Archibald Gillespie

East Lancashire Regiment

Personal Details

Born: In Whitchurch, Shropshire on the 31 December 1899.

Family: The second child of James and Florence Gillespie. At the time of his birth, the family were living at 144 Wrexham Road, Whitchurch, Shropshire. Ten years later they had moved to 15 Orphan Street, Off Melville Place, Liverpool. On the 29 September 1927 he married Geraldine Miller in New York, USA and together they had 3 children – Stanley, Bruce and Ronald.

Civilian Occupation: He was employed as a clerk before enlisting in January 1918. In 1940 he was employed as a school janitor.

Other Information: In the 1930 US Census it states he arrived in America in 1922 but he was still in the army at this time.


Military Details

Regiment: East Lancashire Regiment (formerly Manchester Regiment). When he re-enlisted in 1920 he served in the King’s Liverpool Regiment

Rank: Private

Service Number: 33884, previously 57582

Date of Enlistment: 14 January 1918

Date of Discharge: 31 March 1920

Reason for Discharge: Demobilisation

Other Information: He joined the Manchester Regiment and was transferred to the East Lancashire Reg.
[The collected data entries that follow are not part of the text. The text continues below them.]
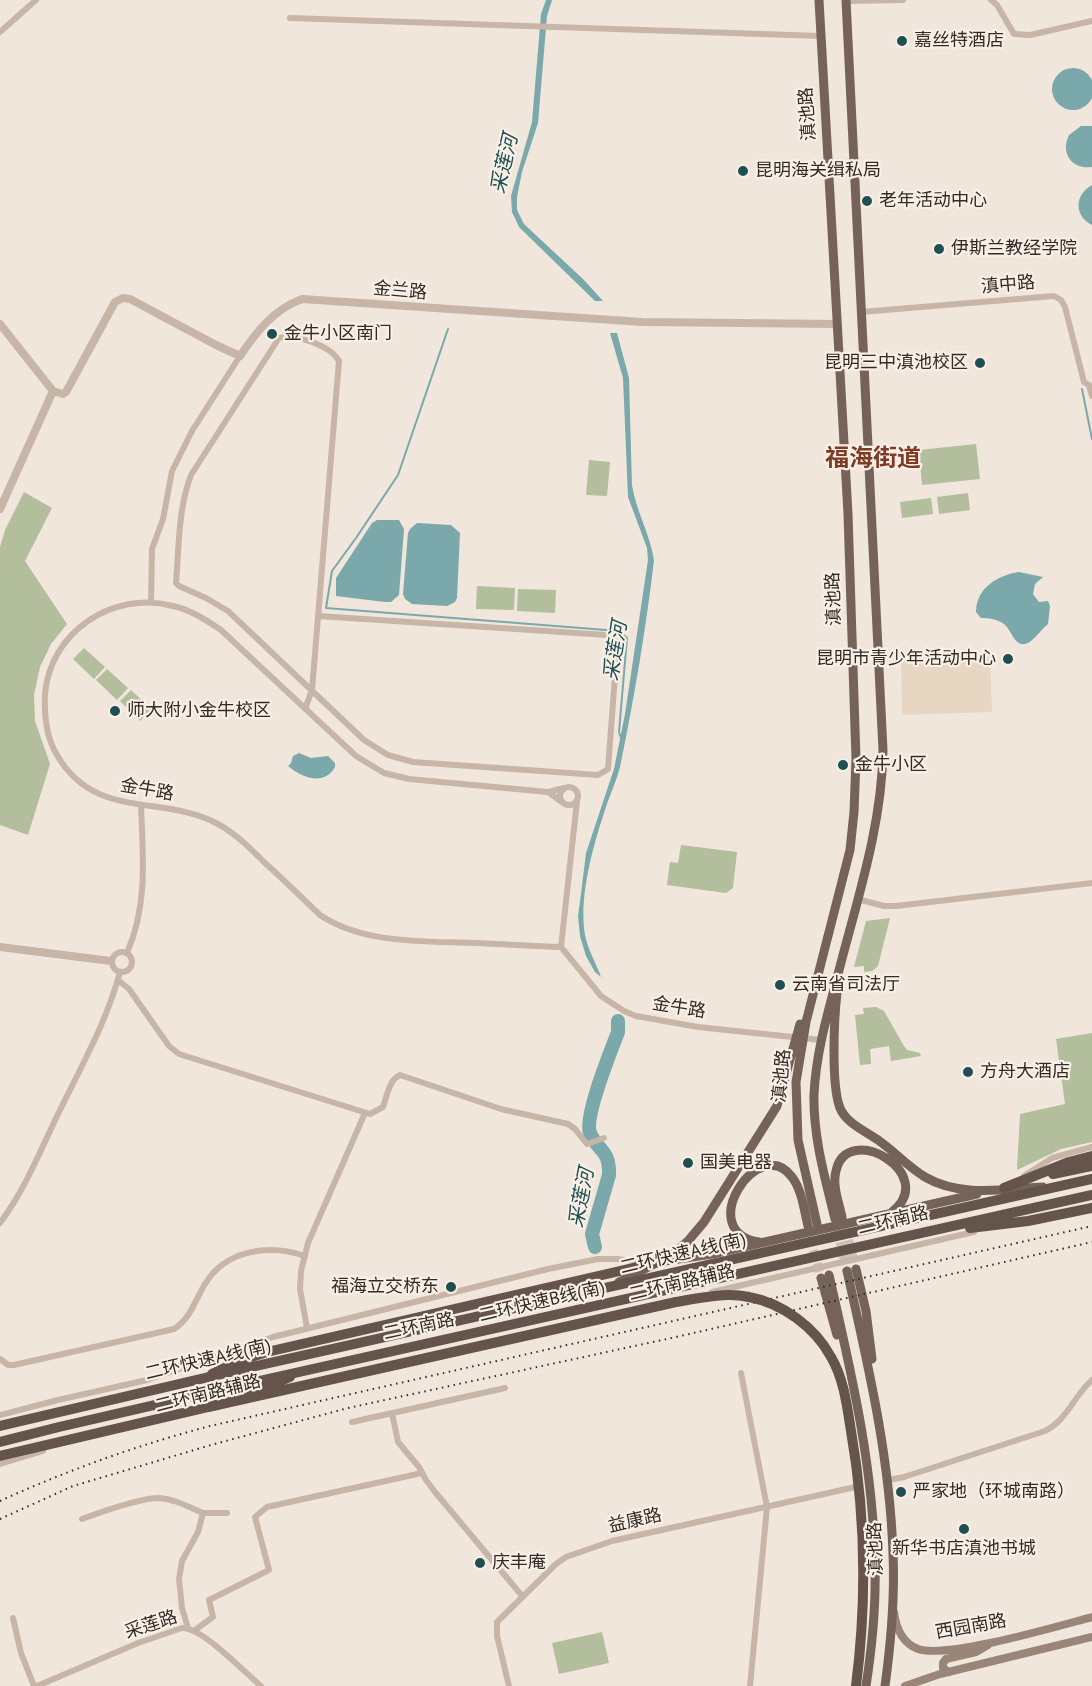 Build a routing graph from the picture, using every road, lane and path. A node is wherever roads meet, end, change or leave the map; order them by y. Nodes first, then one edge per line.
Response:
1 (36, 0) edge
2 (819, 0) edge
3 (903, 0) edge
4 (991, 0) edge
5 (846, 1) edge
6 (290, 18) dead end
7 (1092, 21) edge
8 (0, 32) edge
9 (820, 36) junction
10 (861, 312) junction
11 (0, 324) edge
12 (837, 324) junction
13 (240, 356) junction
14 (1090, 387) edge
15 (53, 391) junction
16 (1092, 396) edge
17 (0, 508) edge
18 (151, 602) junction
19 (318, 616) junction
20 (312, 690) junction
21 (305, 709) junction
22 (577, 773) junction
23 (570, 788) junction
24 (548, 792) junction
25 (577, 801) junction
26 (563, 803) junction
27 (141, 806) junction
28 (575, 823) junction
29 (1092, 884) edge
30 (857, 898) junction
31 (0, 946) edge
32 (561, 948) junction
33 (127, 952) junction
34 (843, 952) junction
35 (111, 961) junction
36 (120, 972) junction
37 (118, 980) junction
38 (800, 1040) junction
39 (821, 1040) junction
40 (817, 1061) junction
41 (365, 1113) junction
42 (604, 1138) dead end
43 (1092, 1147) edge
44 (1087, 1162) edge
45 (1092, 1181) edge
46 (1004, 1188) junction
47 (1092, 1194) edge
48 (1092, 1207) edge
49 (889, 1214) junction
50 (0, 1223) edge
51 (934, 1231) junction
52 (761, 1243) junction
53 (305, 1257) junction
54 (659, 1262) junction
55 (851, 1270) tunnel mouth
56 (825, 1276) tunnel mouth
57 (593, 1294) junction
58 (307, 1328) junction
59 (0, 1359) edge
60 (322, 1368) junction
61 (360, 1373) junction
62 (741, 1373) dead end
63 (1092, 1380) edge
64 (191, 1381) junction
65 (279, 1382) junction
66 (505, 1388) dead end
67 (216, 1391) junction
68 (208, 1407) junction
69 (392, 1413) junction
70 (0, 1415) edge
71 (352, 1422) dead end
72 (0, 1427) edge
73 (1, 1442) edge
74 (0, 1456) edge
75 (0, 1464) edge
76 (422, 1473) junction
77 (888, 1480) junction
78 (870, 1484) junction
79 (767, 1507) junction
80 (203, 1513) junction
81 (227, 1513) dead end
82 (82, 1519) dead end
83 (893, 1595) junction
84 (522, 1597) junction
85 (1092, 1617) edge
86 (14, 1618) dead end
87 (191, 1629) junction
88 (1092, 1637) edge
89 (996, 1641) junction
90 (950, 1671) junction
91 (36, 1686) edge
92 (261, 1686) edge
93 (509, 1686) edge
94 (750, 1686) edge
95 (856, 1686) edge
96 (866, 1686) edge
97 (885, 1686) edge
98 (905, 1686) edge

1 - 8 street
2 - 9 main road, 滇池路
3 - 5 street
4 - 7 street
5 - 10 main road, 滇池路
6 - 9 street
9 - 12 main road, 滇池路
10 - 14 street, 滇中路
10 - 30 main road, 滇池路
11 - 15 street
12 - 13 street, 金兰路
12 - 38 main road, 滇池路
13 - 15 street
13 - 18 street
14 - 16 street, 滇中路
15 - 17 street
18 - 21 street, 金牛路
18 - 27 street, 金牛路
19 - 20 street
19 - 20 street
19 - 22 street
20 - 21 street
20 - 22 street
21 - 24 street, 金牛路
22 - 23 street
23 - 24 street
23 - 25 street
23 - 26 street
24 - 26 street
25 - 26 street
25 - 28 street
26 - 28 street
27 - 32 street, 金牛路
27 - 33 street
28 - 32 street
29 - 30 street
30 - 34 main road, 滇池路
31 - 35 street
32 - 38 street, 金牛路
33 - 35 street
33 - 36 street
34 - 39 main road, 滇池路
34 - 46 main road
35 - 36 street
36 - 37 street
37 - 41 street
37 - 50 street
38 - 39 street, 金牛路
38 - 40 main road
38 - 52 main road, 滇池路
38 - 54 main road
39 - 40 main road, 滇池路
40 - 49 main road, 滇池路
41 - 42 street
41 - 53 street
43 - 46 street
44 - 46 highway
45 - 46 main road
45 - 57 main road, 二环南路
45 - 64 highway, 二环快速A线(南), bridge
46 - 49 main road
47 - 51 highway, 二环快速B线(南), bridge
47 - 73 main road, 二环南路
48 - 51 highway, bridge
48 - 75 street, 二环南路辅路
49 - 52 main road
51 - 60 highway, 二环快速B线(南), bridge
52 - 54 main road
53 - 58 street
53 - 59 street
54 - 57 main road
54 - 58 street, 二环南路辅路
54 - 64 highway, bridge
55 - 77 main road, 滇池路
56 - 78 main road, 滇池路
57 - 72 main road, 二环南路
58 - 70 street, 二环南路辅路
60 - 65 highway, bridge
60 - 67 highway, 二环快速B线(南), bridge
61 - 65 highway, bridge
61 - 68 highway, bridge
61 - 95 highway, bridge
62 - 79 street
63 - 77 street
64 - 72 highway, 二环快速A线(南), bridge
65 - 67 highway, bridge
65 - 68 highway, bridge
66 - 69 street
67 - 73 highway, 二环快速B线(南), bridge
68 - 74 highway
69 - 71 street
69 - 76 street
72 - 73 main road
76 - 84 street
76 - 87 street
77 - 83 main road, 滇池路
78 - 79 street, 益康路
78 - 96 main road, 滇池路
79 - 84 street, 益康路
79 - 94 street
80 - 81 street
80 - 82 street
80 - 87 street
83 - 89 main road, 西园南路
83 - 97 main road, 滇池路
84 - 93 street, 益康路
85 - 89 main road, 西园南路
86 - 91 street
87 - 91 street, 采莲路
87 - 92 street, 采莲路
88 - 90 main road, 西园南路
89 - 90 main road
90 - 98 main road, 西园南路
After the war he re-enlisted on 23 July 1920 and served for 3 years with the King’s Liverpool Reg.

Medals and Awards

Archibald was awarded the Campaign Medals (British War Medal, and Victory Medal).

Campaign Medals

Great War History Hub Whitchurch Shropshire Medals Front Image

The British War Medal (also known as 'Squeak') was a silver or bronze medal awarded to officers and men of the British and Imperial Forces who either entered a theatre of war or entered service overseas between 5th August 1914 and 11th November 1918 inclusive. This was later extended to services in Russia, Siberia and some other areas in 1919 and 1920. Approximately 6.5 million British War Medals were issued. Approximately 6.4 million of these were the silver versions of this medal. Around 110,000 of a bronze version were issued mainly to Chinese, Maltese and Indian Labour Corps. The front (obv or obverse) of the medal depicts the head of George V. The recipient's service number, rank, name and unit was impressed on the rim.

The Allied Victory Medal (also known as 'Wilfred') was issued by each of the allies. It was decided that each of the allies should each issue their own bronze victory medal with a similar design, similar equivalent wording and identical ribbon. The British medal was designed by W. McMillan. The front depicts a winged classical figure representing victory. Approximately 5.7 million victory medals were issued. Interestingly, eligibility for this medal was more restrictive and not everyone who received the British War Medal ('Squeak') also received the Victory Medal ('Wilfred'). However, in general, all recipients of 'Wilfred' also received 'Squeak' and all recipients of The 1914 Star or The 1914/1915 Star (also known as 'Pip') also received both 'Squeak' and 'Wilfred'. The recipient's service number, rank, name and unit was impressed on the rim.